The average U.S. household spends $100 per year to power devices while they are off (or in standby mode). On a national basis, this standby power accounts for more than 100 billion kilowatt hours of annual U.S. electricity consumption and more than $10 billion in annual energy costs.
These simple steps can protect our homes and offices from energy vampires:
* Unplugging power adapters or battery chargers when equipment is fully charged or disconnected from the charger.
* Using a power strip that can be switched off when electronics and appliances are not in use.
* Looking for the Energy Star label when purchasing products.

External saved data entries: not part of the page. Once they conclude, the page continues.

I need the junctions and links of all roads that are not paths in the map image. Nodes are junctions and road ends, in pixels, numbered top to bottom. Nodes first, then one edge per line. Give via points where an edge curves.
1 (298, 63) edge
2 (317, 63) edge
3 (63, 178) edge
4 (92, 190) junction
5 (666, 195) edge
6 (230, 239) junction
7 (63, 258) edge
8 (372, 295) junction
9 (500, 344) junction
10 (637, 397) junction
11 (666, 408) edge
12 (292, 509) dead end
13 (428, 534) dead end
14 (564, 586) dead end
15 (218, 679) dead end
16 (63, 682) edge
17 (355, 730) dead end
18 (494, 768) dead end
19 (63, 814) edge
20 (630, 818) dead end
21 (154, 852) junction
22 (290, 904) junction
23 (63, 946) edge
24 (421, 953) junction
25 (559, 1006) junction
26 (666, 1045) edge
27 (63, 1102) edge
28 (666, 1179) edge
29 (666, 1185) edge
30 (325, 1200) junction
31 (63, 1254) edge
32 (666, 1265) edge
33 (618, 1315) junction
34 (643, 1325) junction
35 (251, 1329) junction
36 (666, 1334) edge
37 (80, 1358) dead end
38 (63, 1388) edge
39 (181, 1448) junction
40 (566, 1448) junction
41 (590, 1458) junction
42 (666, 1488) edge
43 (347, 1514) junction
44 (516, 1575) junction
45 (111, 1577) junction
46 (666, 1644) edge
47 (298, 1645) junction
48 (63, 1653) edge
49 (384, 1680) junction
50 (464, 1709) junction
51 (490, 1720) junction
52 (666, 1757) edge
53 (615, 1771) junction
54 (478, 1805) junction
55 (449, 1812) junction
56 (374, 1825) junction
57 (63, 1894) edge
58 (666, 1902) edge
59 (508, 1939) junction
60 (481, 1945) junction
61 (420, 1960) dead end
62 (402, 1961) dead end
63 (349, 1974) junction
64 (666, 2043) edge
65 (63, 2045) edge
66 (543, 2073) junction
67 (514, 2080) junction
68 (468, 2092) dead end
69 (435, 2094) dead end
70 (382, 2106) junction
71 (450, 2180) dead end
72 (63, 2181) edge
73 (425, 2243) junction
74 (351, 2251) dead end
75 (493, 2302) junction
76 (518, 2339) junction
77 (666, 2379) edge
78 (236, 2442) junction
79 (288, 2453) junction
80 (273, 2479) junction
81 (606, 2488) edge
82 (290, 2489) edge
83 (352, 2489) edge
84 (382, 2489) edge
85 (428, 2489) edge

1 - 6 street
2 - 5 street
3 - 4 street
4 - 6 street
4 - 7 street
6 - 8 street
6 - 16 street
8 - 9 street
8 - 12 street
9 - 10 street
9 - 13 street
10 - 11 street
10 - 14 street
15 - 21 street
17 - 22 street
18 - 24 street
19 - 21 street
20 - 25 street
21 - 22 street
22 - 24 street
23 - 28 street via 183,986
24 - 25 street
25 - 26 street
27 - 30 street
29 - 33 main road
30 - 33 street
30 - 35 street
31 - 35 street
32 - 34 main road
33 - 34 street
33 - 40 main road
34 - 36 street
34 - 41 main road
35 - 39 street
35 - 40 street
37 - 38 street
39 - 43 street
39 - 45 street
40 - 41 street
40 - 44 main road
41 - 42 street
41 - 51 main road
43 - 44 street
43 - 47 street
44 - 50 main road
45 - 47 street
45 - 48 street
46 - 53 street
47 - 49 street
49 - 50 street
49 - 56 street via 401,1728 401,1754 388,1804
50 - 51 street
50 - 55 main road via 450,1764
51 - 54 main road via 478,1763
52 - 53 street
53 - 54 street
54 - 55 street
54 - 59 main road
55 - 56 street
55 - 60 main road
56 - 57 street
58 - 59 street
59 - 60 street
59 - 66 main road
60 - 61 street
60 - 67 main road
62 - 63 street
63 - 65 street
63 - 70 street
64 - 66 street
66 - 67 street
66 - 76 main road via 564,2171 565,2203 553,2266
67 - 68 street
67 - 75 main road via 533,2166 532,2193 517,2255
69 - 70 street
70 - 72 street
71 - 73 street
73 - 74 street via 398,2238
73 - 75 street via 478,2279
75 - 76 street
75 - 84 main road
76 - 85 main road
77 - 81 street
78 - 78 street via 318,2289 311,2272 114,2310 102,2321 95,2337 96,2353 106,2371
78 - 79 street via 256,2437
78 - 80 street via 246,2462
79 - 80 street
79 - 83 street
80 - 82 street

Slay Energy Vampires: http://www.energystar.gov
Public Service Announcements about Energy Vampires (in English and Spanish): http://www.epa.gov/multimedia/playercontents/audio/vampires/index.html
Energy Star was introduced by EPA in 1992 as a voluntary, market-based partnership to reduce greenhouse gas emissions through energy efficiency. Today, the Energy Star label can be found on more than 50 different kinds of products as well as buildings and new homes. Products that have earned the Energy Star prevent greenhouse gas emissions by meeting strict energy-efficiency specifications set by the government. In 2007 alone, Americans, with the help of Energy Star, saved $16 billion on their energy bills while reducing greenhouse gas emissions equivalent to those from 27 million vehicles.